• PROBLEM TO SOLVE:
Please copy out the entries below exactly, beginning with the line that contains "Digitize the connectivity" and ending with the line that contains "Extract the road", and include nothing outside that span.

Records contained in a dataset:

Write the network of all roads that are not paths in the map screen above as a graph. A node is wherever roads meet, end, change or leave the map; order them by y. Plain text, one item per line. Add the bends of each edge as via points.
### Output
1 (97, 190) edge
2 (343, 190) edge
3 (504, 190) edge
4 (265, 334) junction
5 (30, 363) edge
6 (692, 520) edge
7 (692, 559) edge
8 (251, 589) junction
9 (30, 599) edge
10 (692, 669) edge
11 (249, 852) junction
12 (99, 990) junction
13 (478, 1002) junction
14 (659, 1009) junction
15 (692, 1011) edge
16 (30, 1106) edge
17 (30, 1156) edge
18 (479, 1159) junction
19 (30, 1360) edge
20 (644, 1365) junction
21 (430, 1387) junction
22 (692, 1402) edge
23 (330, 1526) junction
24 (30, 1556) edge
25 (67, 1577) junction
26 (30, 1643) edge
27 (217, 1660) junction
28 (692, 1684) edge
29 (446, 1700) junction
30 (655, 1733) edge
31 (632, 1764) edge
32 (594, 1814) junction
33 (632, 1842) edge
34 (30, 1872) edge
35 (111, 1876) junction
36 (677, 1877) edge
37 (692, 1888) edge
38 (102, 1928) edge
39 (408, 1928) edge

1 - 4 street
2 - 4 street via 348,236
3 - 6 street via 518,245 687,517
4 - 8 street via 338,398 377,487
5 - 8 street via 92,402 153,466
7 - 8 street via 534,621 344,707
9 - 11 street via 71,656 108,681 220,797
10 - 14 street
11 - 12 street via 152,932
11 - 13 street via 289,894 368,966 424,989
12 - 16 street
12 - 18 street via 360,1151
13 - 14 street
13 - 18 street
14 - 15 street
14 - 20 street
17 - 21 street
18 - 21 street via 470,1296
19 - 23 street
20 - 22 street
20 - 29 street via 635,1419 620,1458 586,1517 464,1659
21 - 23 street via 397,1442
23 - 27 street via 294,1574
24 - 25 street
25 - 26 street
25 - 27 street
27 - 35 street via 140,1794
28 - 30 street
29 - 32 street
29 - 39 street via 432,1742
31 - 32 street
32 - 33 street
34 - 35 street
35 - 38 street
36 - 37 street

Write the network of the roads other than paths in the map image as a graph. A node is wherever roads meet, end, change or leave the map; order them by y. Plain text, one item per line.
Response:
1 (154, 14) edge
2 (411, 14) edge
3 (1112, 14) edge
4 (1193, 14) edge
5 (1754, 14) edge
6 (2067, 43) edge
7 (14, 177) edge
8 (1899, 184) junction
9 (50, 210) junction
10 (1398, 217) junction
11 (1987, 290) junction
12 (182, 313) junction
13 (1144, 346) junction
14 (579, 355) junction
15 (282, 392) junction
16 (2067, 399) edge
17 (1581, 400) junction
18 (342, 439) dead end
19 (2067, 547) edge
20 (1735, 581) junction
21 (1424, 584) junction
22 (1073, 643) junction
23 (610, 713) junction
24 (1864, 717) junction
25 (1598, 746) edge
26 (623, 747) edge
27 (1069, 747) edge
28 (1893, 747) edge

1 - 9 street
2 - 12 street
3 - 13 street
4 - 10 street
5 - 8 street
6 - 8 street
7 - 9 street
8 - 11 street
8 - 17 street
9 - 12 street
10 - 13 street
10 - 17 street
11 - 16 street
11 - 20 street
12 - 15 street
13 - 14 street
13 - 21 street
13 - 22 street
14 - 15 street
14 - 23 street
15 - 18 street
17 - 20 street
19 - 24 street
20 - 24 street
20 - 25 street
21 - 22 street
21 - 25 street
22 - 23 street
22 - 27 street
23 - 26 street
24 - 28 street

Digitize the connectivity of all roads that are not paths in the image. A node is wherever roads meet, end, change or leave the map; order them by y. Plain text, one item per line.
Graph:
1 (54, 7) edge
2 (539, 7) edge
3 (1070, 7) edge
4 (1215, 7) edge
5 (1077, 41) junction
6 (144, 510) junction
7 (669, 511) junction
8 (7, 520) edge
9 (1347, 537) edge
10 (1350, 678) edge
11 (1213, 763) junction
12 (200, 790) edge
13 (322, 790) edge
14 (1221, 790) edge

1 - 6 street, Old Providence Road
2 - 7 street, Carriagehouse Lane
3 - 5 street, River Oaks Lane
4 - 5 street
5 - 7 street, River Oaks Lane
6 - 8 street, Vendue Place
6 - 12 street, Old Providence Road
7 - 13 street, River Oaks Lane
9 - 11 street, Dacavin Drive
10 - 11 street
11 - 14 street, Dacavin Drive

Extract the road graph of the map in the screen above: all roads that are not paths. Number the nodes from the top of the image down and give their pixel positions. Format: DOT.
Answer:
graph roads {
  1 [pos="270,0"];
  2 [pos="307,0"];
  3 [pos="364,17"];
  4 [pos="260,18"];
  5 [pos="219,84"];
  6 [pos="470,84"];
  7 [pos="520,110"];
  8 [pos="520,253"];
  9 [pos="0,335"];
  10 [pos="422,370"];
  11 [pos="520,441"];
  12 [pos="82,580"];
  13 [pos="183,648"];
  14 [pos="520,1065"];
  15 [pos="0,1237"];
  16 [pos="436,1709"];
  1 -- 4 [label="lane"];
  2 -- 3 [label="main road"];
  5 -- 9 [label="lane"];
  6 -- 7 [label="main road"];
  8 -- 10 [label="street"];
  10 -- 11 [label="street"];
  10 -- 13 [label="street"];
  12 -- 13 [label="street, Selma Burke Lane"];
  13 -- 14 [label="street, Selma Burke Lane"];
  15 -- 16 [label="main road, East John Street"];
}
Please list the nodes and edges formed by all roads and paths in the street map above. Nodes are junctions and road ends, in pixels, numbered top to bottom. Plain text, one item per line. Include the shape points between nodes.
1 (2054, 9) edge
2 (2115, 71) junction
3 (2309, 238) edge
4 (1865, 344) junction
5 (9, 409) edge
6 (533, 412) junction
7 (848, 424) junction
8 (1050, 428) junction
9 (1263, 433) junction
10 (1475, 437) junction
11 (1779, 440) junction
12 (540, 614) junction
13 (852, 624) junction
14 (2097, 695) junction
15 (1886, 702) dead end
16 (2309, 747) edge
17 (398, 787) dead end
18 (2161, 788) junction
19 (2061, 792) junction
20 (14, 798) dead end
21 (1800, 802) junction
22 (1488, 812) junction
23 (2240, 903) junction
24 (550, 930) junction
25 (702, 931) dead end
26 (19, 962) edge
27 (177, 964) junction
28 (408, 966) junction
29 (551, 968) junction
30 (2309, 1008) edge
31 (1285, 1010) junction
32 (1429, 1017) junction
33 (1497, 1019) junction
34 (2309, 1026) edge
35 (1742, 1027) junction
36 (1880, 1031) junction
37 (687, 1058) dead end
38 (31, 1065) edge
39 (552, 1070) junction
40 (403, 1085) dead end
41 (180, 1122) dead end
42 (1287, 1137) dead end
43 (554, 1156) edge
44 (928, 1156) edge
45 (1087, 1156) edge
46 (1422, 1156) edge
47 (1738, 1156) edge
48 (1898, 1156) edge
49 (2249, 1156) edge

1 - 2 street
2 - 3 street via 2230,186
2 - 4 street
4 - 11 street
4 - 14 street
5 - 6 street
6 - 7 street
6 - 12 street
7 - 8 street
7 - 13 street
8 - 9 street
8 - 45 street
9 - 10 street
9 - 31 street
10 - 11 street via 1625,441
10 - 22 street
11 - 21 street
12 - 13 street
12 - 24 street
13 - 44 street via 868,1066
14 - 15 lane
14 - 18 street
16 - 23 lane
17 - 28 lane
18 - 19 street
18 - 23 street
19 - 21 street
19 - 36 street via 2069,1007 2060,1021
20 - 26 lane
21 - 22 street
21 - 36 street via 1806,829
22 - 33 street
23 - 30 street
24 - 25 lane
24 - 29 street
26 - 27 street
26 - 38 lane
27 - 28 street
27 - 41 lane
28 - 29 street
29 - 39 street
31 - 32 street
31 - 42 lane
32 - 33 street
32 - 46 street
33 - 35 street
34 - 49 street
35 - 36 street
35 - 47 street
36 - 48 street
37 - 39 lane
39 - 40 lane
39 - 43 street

• RESPONSE TO THE TASK:
Digitize the connectivity of all roads that are not paths in the image. A node is wherever roads meet, end, change or leave the map; order them by y. Plain text, one item per line.
Graph:
1 (54, 7) edge
2 (539, 7) edge
3 (1070, 7) edge
4 (1215, 7) edge
5 (1077, 41) junction
6 (144, 510) junction
7 (669, 511) junction
8 (7, 520) edge
9 (1347, 537) edge
10 (1350, 678) edge
11 (1213, 763) junction
12 (200, 790) edge
13 (322, 790) edge
14 (1221, 790) edge

1 - 6 street, Old Providence Road
2 - 7 street, Carriagehouse Lane
3 - 5 street, River Oaks Lane
4 - 5 street
5 - 7 street, River Oaks Lane
6 - 8 street, Vendue Place
6 - 12 street, Old Providence Road
7 - 13 street, River Oaks Lane
9 - 11 street, Dacavin Drive
10 - 11 street
11 - 14 street, Dacavin Drive

Extract the road graph of the map in the screen above: all roads that are not paths. Number the nodes from the top of the image down and give their pixel positions. Format: DOT.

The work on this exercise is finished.